The vehicle had been stopped by a flagger, but when the driver got the go-ahead to proceed, he traveled into the closed or “dead lane,” until getting stuck, according to John Vial, county roads department director. Nobody got hurt, but someone had been working in the trench when the vehicle got stuck.

Last Friday, the Jackson County Sheriff’s Department responded to the same work zone for a similar incident, but this time a work zone flagger was injured.

According to police, Martin Ward Noland of Central Point drove past a flagger after he reportedly “expressed irritation with the traffic control in the construction zone.” Noland allegedly struck the flagger in the leg and ran over the stop sign being held, and continued past a second flagger before being forced to stop because of a construction vehicle in the road, police said.
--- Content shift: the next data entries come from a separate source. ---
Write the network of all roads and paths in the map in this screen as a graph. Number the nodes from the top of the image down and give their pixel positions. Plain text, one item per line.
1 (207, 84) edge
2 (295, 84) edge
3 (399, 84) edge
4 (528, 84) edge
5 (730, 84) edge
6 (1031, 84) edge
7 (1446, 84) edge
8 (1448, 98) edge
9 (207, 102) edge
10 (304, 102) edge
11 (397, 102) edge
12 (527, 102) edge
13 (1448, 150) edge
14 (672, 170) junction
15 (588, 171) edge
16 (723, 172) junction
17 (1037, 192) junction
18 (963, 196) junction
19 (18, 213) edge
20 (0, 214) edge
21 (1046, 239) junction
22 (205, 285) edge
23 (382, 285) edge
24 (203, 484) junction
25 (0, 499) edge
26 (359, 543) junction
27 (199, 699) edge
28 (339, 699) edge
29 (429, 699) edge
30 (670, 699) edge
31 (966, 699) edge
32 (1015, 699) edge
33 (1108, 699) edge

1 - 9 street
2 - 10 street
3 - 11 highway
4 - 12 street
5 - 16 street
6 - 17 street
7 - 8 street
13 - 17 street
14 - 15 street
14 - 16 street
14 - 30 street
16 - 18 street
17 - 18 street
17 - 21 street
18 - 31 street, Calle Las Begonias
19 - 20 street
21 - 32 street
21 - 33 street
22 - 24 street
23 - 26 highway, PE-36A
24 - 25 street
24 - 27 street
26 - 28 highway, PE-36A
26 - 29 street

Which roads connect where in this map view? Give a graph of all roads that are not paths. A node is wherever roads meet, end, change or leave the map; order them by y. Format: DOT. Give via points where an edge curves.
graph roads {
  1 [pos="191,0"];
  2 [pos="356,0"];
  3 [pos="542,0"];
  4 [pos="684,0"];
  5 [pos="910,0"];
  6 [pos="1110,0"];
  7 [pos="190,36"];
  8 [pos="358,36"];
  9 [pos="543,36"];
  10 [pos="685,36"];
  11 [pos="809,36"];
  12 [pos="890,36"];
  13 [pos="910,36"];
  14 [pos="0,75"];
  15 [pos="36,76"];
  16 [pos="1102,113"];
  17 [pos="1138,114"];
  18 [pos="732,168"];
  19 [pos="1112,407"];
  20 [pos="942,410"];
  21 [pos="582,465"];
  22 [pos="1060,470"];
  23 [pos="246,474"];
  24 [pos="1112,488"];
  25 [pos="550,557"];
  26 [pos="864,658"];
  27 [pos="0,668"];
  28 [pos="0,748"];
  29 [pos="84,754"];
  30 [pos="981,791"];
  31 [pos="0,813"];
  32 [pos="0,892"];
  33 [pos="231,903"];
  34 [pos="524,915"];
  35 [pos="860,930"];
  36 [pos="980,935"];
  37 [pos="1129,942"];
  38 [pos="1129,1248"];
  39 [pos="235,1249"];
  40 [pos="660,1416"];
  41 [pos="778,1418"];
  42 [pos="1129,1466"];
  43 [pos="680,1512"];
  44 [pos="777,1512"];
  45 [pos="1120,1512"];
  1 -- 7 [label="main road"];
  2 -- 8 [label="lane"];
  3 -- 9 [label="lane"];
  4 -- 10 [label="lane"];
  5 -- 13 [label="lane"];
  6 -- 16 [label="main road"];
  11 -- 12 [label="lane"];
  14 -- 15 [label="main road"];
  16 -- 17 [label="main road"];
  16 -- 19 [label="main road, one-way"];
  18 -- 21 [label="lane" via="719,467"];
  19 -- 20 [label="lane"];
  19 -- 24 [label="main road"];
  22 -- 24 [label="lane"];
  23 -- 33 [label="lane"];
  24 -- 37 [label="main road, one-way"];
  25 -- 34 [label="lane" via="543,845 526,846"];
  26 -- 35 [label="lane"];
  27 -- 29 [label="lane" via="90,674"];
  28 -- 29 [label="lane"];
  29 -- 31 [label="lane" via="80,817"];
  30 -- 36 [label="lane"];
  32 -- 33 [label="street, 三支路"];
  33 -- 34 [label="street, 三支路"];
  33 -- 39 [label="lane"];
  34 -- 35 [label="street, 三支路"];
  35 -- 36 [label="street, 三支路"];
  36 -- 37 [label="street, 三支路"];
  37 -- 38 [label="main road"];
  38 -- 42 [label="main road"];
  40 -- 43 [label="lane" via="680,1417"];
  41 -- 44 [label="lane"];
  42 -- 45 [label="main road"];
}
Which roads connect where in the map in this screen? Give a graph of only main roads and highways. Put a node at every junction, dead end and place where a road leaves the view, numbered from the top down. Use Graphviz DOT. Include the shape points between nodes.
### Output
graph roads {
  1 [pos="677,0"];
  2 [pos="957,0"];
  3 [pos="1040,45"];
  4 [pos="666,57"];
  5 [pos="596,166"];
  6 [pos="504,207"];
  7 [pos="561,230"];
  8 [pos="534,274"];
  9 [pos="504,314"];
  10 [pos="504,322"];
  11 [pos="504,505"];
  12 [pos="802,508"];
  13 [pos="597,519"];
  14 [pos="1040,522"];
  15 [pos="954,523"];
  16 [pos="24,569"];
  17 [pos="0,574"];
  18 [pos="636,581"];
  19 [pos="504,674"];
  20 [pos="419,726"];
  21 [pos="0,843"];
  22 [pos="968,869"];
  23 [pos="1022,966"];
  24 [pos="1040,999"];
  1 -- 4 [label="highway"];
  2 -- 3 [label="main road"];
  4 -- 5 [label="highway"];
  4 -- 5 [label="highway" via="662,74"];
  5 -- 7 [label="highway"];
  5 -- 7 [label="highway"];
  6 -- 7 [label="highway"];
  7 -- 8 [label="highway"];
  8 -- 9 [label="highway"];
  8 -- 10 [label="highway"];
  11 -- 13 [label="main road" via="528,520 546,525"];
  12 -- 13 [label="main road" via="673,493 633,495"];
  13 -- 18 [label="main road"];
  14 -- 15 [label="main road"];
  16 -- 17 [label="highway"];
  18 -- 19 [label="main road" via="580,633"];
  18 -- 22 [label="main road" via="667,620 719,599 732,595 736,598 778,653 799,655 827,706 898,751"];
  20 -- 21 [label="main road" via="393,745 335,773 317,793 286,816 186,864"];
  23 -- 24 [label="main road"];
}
Noland was arrested and booked in the Jackson County Jail after police spotted him a short time later at the intersection of Hamrick and Biddle roads. The case has been referred to the Jackson County District Attorney’s Office, though no updates were found in court records Monday.

County transportation officials say both incidents have a common theme: When it comes to construction zones, know what you’re getting into.

Vial says signs indicating delays of up to 20 minutes are posted in the Table Rock Road construction zone, which runs between Biddle Road and Interstate 5, and drivers should expect nothing less, he says.

“If you choose to go down Table Rock and you get a delay, the only person you have to be upset with is yourself,” Vial says. “There are ways around it. If you are expecting to wait a while, when you do, it’s not so frustrating.”

Other Jackson County construction zones can be found along East Main Street in Ashland, Lozier Lane between West Main Street to Stewart Avenue, and along various stretches of Highway 62.

State highway construction is in full summer swing, too. Whether it’s construction of sidewalks and bike lanes between Ashland and Talent, slide repairs on the Old Siskiyou Highway, or the new expressway off Highway 62, there are plenty of orange cones to be found on state highways and I-5.

On Thursday, a particularly elaborate operation will begin on the I-5 viaduct, where crews will prepare a concrete overlay on the structure’s bridge deck. Speeds will be reduced from 8 p.m. to 6 a.m., prompting drivers to slow from 55 mph to 40 mph, with an advisory speed of 35 mph posted in the work zone.

Viaduct work will be followed by work on the Barnett Road bridge, which runs over the freeway.

“This is prime road construction season,” says Gary Leaming, Oregon Department of Transportation spokesman.